WORK ITEM:
Check every line of the entries below for "Bekersstraat", and copy the lines that have it.

INFORMATION:
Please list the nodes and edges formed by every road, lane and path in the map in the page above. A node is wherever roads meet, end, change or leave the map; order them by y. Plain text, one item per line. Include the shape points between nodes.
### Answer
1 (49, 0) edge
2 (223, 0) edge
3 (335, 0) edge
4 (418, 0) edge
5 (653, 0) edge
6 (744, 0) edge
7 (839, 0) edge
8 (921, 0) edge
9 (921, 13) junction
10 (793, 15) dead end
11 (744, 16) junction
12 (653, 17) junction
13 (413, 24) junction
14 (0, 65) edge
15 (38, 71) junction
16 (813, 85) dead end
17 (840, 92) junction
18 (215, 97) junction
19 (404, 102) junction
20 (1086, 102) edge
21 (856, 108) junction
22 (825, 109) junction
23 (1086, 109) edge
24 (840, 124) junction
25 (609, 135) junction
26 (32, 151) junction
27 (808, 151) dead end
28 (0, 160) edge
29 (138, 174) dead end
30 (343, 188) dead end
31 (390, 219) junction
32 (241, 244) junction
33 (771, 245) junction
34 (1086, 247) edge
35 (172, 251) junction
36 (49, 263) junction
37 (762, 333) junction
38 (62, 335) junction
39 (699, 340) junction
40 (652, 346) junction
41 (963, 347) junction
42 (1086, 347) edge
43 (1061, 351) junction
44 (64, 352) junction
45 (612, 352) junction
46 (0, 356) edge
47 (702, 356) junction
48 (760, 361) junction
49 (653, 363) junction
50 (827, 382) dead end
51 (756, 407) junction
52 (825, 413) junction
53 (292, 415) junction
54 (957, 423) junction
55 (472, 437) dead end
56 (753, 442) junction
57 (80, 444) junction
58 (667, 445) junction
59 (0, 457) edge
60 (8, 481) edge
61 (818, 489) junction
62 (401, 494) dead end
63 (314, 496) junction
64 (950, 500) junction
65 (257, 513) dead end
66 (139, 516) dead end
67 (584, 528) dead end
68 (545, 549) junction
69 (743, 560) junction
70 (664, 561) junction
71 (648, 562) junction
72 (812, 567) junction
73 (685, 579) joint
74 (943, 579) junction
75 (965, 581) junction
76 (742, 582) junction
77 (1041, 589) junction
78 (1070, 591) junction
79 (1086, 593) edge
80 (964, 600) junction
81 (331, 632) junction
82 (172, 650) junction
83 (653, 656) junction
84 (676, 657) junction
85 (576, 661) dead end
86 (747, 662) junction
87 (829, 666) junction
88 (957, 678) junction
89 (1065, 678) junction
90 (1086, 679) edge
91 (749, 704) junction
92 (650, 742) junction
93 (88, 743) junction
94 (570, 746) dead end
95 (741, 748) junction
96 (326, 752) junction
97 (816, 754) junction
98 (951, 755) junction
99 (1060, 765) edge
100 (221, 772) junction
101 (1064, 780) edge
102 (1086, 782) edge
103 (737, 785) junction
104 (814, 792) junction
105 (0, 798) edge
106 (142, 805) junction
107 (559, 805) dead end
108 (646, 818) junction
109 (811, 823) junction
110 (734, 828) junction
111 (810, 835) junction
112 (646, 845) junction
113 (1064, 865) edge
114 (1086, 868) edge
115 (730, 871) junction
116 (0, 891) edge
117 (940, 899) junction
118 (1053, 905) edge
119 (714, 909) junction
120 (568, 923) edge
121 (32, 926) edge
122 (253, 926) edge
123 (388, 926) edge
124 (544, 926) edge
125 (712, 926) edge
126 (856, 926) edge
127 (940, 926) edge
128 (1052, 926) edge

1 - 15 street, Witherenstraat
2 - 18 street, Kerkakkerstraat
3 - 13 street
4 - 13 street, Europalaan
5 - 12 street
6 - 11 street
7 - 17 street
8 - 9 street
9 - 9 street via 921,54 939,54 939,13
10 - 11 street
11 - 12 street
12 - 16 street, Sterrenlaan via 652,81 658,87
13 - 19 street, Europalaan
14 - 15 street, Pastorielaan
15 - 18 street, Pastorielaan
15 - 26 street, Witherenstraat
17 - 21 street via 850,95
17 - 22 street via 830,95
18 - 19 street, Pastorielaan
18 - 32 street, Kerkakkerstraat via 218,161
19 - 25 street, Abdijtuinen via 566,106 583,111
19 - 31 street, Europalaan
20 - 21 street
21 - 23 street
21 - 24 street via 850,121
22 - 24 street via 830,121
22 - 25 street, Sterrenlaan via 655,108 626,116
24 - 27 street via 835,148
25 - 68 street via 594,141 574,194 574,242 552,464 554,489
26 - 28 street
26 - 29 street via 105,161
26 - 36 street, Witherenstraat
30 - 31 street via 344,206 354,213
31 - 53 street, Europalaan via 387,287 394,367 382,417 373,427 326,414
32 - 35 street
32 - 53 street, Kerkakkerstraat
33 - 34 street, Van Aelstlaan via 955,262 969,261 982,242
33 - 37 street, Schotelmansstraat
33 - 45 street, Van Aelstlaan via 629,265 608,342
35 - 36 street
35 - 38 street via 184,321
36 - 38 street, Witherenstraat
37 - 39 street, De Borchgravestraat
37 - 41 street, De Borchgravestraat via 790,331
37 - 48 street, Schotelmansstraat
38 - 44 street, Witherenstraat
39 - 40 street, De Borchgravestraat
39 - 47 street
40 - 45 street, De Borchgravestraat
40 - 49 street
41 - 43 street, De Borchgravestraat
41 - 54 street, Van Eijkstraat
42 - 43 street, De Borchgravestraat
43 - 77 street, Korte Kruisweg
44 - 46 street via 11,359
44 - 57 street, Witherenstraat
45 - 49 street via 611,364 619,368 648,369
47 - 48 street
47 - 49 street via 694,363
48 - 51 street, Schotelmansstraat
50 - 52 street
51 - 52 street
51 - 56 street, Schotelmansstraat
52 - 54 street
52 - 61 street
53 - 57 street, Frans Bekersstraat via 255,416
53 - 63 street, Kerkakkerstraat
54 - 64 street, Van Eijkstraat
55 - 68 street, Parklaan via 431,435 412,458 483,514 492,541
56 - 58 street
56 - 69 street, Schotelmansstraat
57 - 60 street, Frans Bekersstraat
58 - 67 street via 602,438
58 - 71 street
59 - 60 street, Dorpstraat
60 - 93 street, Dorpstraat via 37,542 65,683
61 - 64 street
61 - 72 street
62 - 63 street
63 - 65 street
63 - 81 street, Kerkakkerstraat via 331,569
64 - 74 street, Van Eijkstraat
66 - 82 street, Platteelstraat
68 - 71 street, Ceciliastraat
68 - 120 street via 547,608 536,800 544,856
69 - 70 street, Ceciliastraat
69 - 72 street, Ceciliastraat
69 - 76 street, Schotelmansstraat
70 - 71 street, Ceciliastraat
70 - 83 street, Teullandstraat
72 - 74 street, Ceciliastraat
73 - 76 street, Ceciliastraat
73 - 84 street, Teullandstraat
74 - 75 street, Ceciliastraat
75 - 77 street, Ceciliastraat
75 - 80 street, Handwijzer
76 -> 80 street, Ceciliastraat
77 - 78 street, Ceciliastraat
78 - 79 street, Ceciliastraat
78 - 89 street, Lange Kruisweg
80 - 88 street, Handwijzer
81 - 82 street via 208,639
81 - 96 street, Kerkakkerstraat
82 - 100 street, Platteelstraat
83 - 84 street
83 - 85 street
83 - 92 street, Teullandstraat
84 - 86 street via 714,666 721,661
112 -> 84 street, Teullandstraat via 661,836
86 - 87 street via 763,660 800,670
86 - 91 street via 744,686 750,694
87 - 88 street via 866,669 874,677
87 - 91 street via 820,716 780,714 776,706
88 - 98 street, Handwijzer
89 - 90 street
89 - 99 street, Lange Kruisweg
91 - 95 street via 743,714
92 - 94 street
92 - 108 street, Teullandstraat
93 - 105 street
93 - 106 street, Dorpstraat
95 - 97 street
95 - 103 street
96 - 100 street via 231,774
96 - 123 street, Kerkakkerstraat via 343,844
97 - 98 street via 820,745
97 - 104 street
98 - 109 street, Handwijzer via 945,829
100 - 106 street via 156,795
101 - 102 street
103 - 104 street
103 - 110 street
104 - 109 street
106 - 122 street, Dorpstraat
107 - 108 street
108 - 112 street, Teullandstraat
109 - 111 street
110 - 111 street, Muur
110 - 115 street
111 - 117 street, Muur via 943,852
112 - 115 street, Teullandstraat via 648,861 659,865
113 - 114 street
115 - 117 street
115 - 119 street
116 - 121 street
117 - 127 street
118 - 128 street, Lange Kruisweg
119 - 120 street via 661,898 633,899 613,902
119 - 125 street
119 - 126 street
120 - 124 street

RESULT OF THE TASK:
53 - 57 street, Frans Bekersstraat via 255,416
57 - 60 street, Frans Bekersstraat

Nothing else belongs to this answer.